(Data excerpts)
____________________

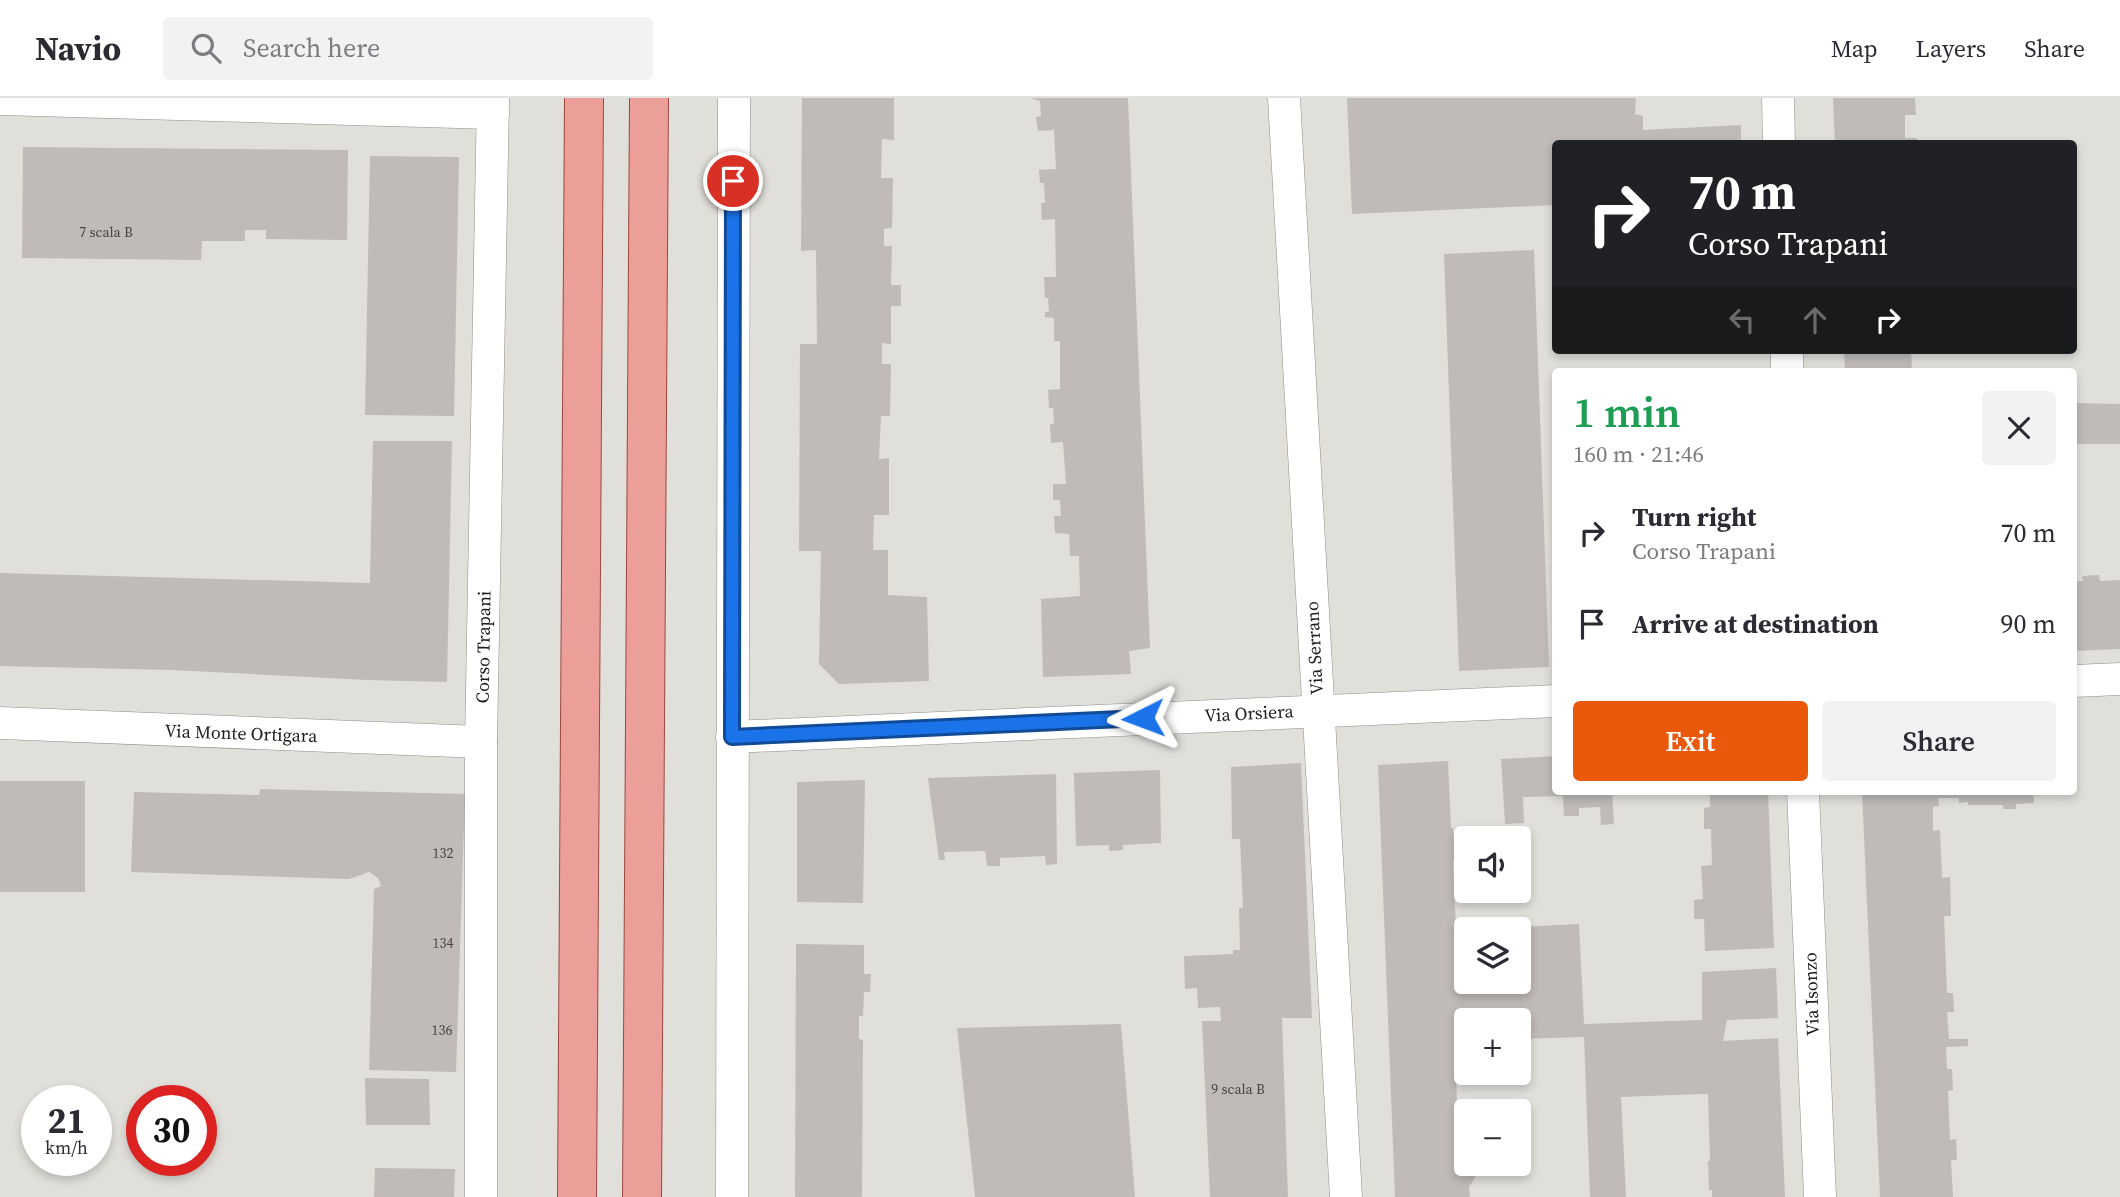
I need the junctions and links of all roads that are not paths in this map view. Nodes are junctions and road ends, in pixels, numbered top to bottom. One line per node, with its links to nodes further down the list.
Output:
1 (584, 98): 18 (main road)
2 (649, 98): 19 (main road)
3 (734, 98): 14 (street)
4 (1284, 98): 12 (street, Via Serrano)
5 (1778, 98): 8 (street)
6 (0, 99): 7 (street)
7 (493, 106): 15 (street, Corso Trapani)
8 (1779, 140)
9 (2120, 679): 10 (street)
10 (2077, 681)
11 (1552, 701): 12 (street, Via Orsiera)
12 (1318, 710): 14 (street, Via Orsiera); 21 (street, Via Serrano)
13 (0, 723): 15 (street, Via Monte Ortigara)
14 (732, 737): 20 (street)
15 (481, 742): 17 (street, Corso Trapani)
16 (1803, 795): 22 (street, Via Isonzo)
17 (481, 1197)
18 (577, 1197)
19 (642, 1197)
20 (732, 1197)
21 (1346, 1197)
22 (1820, 1197)

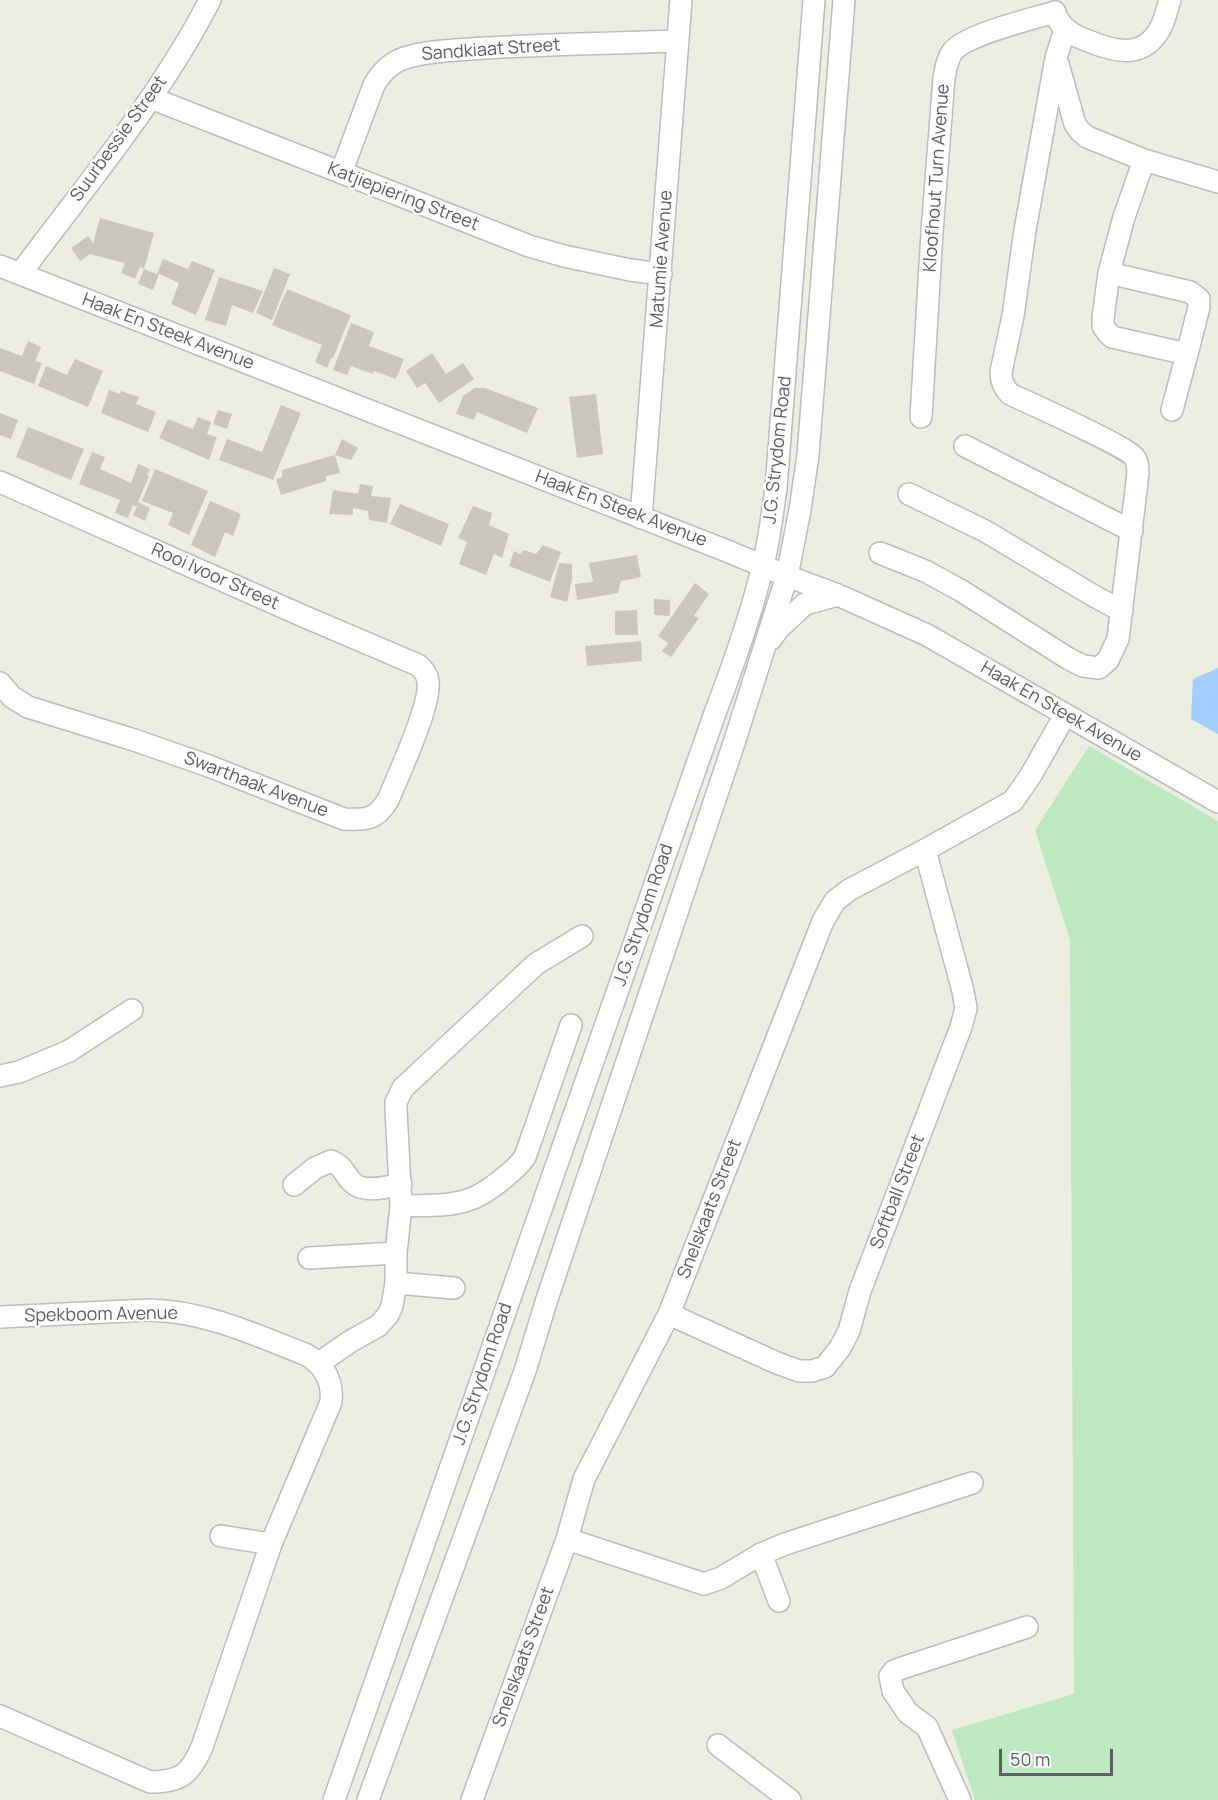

____________________

EXERCISE DETAILS =
Copy the records shown above in their entirety and exactly; images are to be left out.

REPLY =
I need the junctions and links of all roads that are not paths in this map view. Nodes are junctions and road ends, in pixels, numbered top to bottom. One line per node, with its links to nodes further down the list.
Output:
1 (584, 98): 18 (main road)
2 (649, 98): 19 (main road)
3 (734, 98): 14 (street)
4 (1284, 98): 12 (street, Via Serrano)
5 (1778, 98): 8 (street)
6 (0, 99): 7 (street)
7 (493, 106): 15 (street, Corso Trapani)
8 (1779, 140)
9 (2120, 679): 10 (street)
10 (2077, 681)
11 (1552, 701): 12 (street, Via Orsiera)
12 (1318, 710): 14 (street, Via Orsiera); 21 (street, Via Serrano)
13 (0, 723): 15 (street, Via Monte Ortigara)
14 (732, 737): 20 (street)
15 (481, 742): 17 (street, Corso Trapani)
16 (1803, 795): 22 (street, Via Isonzo)
17 (481, 1197)
18 (577, 1197)
19 (642, 1197)
20 (732, 1197)
21 (1346, 1197)
22 (1820, 1197)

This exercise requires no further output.